⟨

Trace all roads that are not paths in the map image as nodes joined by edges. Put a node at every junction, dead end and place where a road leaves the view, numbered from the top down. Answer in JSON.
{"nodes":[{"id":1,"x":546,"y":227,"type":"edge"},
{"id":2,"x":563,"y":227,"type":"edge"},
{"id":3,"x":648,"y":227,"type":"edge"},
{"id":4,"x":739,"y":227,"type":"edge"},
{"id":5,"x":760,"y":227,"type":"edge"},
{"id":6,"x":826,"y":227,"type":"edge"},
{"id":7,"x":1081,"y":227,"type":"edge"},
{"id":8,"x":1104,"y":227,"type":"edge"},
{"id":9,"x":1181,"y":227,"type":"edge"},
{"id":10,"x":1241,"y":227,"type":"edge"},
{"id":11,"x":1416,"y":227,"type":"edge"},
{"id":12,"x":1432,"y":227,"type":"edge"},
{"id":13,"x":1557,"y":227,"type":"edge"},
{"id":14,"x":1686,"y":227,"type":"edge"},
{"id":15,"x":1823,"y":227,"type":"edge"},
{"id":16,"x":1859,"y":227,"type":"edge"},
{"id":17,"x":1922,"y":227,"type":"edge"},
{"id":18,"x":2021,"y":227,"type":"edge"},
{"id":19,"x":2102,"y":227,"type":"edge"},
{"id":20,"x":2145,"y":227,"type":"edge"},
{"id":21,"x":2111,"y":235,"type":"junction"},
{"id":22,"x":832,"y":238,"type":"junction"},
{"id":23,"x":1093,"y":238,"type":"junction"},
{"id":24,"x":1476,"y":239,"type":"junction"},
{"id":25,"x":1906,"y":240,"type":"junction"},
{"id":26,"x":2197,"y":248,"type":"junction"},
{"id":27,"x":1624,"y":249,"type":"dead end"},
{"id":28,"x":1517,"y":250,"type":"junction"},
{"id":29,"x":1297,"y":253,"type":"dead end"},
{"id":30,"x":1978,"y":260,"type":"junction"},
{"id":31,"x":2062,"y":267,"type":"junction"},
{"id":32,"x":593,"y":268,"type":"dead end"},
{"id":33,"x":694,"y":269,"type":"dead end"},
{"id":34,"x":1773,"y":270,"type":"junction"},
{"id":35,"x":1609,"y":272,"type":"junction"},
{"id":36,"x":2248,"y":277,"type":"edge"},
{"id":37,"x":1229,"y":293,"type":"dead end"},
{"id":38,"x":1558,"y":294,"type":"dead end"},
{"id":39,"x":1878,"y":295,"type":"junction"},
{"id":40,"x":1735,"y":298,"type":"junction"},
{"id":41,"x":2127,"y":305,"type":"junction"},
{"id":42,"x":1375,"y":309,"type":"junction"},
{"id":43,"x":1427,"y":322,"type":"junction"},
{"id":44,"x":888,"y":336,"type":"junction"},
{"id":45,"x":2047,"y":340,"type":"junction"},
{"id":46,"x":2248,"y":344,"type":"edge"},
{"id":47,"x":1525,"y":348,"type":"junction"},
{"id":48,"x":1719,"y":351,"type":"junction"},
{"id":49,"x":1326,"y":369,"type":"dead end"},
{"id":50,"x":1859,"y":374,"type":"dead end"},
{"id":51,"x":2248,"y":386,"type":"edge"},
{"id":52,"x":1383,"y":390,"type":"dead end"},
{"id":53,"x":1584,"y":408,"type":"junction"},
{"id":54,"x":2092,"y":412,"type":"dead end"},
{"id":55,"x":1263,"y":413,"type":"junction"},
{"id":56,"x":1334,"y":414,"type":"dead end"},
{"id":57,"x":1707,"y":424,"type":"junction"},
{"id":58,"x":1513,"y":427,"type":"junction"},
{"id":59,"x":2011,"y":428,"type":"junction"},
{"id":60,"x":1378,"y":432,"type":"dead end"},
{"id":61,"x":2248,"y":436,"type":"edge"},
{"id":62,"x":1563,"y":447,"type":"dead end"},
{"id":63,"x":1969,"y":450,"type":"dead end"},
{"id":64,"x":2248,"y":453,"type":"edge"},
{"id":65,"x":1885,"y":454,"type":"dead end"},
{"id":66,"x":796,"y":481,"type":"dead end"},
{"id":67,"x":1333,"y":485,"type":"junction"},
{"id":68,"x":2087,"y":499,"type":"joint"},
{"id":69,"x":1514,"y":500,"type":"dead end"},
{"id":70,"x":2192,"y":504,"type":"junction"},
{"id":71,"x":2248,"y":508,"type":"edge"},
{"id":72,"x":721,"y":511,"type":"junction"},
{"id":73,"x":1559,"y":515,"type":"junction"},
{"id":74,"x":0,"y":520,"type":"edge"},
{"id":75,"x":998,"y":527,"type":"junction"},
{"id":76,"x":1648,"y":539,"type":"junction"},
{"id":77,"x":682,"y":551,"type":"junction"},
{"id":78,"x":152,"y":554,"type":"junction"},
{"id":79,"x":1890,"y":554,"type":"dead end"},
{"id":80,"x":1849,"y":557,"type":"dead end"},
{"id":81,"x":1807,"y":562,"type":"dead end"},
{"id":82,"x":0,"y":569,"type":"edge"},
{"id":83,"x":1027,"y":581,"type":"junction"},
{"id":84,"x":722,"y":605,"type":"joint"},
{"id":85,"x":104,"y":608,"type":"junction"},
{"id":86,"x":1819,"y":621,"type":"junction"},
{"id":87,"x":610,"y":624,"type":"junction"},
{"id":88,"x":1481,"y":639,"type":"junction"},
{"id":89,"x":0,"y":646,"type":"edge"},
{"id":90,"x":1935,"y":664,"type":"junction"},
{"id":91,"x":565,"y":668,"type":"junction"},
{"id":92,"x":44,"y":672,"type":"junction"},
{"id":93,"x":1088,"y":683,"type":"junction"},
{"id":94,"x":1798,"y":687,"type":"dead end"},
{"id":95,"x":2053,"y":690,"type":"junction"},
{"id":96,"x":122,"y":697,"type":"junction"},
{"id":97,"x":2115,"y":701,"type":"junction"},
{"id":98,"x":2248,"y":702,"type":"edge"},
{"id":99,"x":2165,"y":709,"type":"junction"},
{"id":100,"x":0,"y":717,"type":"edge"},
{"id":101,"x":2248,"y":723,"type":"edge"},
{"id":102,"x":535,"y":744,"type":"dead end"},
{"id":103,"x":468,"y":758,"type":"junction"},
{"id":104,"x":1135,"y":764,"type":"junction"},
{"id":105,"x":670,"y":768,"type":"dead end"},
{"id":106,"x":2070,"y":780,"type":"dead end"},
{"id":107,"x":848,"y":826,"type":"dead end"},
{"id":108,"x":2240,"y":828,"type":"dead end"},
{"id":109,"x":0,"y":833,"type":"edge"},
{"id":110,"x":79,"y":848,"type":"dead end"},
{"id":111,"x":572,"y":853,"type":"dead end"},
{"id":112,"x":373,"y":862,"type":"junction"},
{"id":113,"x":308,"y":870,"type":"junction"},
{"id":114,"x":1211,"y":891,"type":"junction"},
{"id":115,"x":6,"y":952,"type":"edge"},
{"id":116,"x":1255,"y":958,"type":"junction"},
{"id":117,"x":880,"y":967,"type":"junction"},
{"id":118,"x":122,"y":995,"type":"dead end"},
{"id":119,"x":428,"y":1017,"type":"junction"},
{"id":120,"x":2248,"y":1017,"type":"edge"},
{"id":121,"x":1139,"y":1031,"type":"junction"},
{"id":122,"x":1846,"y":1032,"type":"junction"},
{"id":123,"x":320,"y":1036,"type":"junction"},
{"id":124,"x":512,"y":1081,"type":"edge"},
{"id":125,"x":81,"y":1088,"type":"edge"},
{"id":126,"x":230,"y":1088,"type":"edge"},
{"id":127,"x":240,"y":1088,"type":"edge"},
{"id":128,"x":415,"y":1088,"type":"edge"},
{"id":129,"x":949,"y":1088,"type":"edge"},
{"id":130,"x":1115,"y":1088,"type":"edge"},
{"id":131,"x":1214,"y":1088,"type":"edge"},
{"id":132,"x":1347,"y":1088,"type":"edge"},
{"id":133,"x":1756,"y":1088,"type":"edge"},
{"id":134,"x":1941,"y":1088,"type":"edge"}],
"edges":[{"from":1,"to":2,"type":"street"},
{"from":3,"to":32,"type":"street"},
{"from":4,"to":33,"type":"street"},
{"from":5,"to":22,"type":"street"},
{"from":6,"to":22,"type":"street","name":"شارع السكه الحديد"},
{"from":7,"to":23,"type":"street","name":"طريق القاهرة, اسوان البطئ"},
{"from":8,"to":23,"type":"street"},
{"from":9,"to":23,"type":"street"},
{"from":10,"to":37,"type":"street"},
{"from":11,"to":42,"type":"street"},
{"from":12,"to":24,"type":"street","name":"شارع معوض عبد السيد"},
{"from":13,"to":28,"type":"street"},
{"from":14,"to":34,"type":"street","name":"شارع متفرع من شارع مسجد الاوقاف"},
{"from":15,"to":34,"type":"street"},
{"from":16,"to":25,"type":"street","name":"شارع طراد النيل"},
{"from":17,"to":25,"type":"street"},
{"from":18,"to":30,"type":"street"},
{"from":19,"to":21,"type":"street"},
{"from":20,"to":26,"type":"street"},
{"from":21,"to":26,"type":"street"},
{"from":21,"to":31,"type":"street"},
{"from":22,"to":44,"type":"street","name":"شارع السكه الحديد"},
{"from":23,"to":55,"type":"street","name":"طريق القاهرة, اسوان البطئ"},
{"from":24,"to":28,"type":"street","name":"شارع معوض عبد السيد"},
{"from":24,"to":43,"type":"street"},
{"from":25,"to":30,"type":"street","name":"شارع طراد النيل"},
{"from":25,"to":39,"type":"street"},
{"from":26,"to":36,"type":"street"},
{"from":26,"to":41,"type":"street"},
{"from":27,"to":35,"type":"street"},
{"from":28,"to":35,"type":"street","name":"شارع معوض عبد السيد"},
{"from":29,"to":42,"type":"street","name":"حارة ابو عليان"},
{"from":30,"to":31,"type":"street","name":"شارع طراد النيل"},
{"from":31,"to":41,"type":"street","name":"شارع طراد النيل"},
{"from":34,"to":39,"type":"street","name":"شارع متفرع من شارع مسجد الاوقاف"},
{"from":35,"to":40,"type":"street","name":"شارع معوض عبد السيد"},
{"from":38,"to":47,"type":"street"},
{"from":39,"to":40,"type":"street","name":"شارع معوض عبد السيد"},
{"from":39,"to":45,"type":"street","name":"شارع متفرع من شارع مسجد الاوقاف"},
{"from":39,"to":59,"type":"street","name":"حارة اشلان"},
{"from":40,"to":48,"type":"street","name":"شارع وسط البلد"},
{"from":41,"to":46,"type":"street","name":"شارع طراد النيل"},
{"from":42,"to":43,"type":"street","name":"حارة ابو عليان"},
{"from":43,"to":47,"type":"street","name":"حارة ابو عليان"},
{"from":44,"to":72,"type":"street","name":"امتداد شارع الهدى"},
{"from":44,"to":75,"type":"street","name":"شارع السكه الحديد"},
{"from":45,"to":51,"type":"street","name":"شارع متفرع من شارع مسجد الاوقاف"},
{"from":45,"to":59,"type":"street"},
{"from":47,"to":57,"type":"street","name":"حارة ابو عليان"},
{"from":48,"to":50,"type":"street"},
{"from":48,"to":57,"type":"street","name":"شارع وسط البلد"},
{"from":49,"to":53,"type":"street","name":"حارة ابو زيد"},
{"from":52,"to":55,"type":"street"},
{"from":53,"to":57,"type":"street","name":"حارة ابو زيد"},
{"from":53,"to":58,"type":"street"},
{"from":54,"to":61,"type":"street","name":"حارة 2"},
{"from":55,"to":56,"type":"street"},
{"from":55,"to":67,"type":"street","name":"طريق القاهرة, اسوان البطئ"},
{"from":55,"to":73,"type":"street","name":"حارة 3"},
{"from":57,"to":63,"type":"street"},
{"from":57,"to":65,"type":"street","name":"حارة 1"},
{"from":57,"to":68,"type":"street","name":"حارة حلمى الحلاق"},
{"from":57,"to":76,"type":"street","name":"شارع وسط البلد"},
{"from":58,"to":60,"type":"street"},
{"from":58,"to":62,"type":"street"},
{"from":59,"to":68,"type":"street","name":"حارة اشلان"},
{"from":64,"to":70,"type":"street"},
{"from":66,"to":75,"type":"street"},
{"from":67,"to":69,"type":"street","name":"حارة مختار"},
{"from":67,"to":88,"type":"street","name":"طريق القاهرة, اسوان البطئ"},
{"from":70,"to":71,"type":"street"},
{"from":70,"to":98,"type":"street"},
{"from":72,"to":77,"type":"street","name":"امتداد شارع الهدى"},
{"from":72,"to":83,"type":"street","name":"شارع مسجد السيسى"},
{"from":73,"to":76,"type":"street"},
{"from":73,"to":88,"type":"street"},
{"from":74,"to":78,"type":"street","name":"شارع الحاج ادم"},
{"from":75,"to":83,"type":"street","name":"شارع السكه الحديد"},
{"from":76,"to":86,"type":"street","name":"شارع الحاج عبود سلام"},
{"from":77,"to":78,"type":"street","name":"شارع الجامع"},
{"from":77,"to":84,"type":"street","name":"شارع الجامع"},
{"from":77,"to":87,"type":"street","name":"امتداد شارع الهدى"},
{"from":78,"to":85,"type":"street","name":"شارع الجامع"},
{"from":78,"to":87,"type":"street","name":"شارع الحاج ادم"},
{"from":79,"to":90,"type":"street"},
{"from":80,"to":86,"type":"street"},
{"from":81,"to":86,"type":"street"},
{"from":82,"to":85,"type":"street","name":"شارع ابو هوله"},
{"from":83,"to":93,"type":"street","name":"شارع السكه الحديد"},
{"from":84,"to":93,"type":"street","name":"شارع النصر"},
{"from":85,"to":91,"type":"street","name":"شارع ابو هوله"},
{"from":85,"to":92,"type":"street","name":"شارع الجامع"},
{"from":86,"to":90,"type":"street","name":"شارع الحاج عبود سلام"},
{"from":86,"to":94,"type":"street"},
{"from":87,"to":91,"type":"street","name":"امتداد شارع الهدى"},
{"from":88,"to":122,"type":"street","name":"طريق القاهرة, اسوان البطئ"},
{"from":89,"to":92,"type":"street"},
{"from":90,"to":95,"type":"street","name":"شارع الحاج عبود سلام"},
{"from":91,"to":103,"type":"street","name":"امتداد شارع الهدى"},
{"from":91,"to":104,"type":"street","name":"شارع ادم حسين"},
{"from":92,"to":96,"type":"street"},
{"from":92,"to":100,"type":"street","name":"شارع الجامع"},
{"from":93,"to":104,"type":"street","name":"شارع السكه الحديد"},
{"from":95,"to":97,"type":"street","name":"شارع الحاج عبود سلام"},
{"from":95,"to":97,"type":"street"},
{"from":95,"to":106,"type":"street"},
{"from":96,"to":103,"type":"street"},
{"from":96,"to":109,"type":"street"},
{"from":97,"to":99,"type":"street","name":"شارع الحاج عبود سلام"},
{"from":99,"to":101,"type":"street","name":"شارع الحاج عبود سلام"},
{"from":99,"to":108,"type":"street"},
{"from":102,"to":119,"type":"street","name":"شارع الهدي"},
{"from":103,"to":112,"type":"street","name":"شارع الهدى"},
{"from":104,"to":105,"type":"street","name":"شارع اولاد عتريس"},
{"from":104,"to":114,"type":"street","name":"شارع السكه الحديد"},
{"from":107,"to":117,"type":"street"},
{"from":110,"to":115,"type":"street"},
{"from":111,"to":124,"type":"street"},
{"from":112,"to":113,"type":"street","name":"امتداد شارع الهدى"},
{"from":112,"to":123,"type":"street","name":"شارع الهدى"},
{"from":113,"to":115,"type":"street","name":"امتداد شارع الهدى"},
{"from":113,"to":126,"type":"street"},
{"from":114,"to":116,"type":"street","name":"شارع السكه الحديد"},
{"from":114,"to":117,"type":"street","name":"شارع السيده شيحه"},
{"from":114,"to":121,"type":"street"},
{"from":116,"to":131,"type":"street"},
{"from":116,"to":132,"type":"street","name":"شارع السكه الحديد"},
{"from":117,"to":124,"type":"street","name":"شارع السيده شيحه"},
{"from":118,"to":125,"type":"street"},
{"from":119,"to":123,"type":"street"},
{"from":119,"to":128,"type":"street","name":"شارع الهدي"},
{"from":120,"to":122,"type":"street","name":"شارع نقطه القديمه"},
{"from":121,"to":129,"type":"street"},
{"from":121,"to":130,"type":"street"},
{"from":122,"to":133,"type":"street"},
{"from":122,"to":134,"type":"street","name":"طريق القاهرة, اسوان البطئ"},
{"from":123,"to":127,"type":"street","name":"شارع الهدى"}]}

⟩

• _WHAT YOU HAVE TO DO_
If a line in the records above holds the string "edges", copy it.

• _ANSWER FOR THIS EXERCISE_
Trace all roads that are not paths in the map image as nodes joined by edges. Put a node at every junction, dead end and place where a road leaves the view, numbered from the top down. Answer in JSON.
"edges":[{"from":1,"to":2,"type":"street"},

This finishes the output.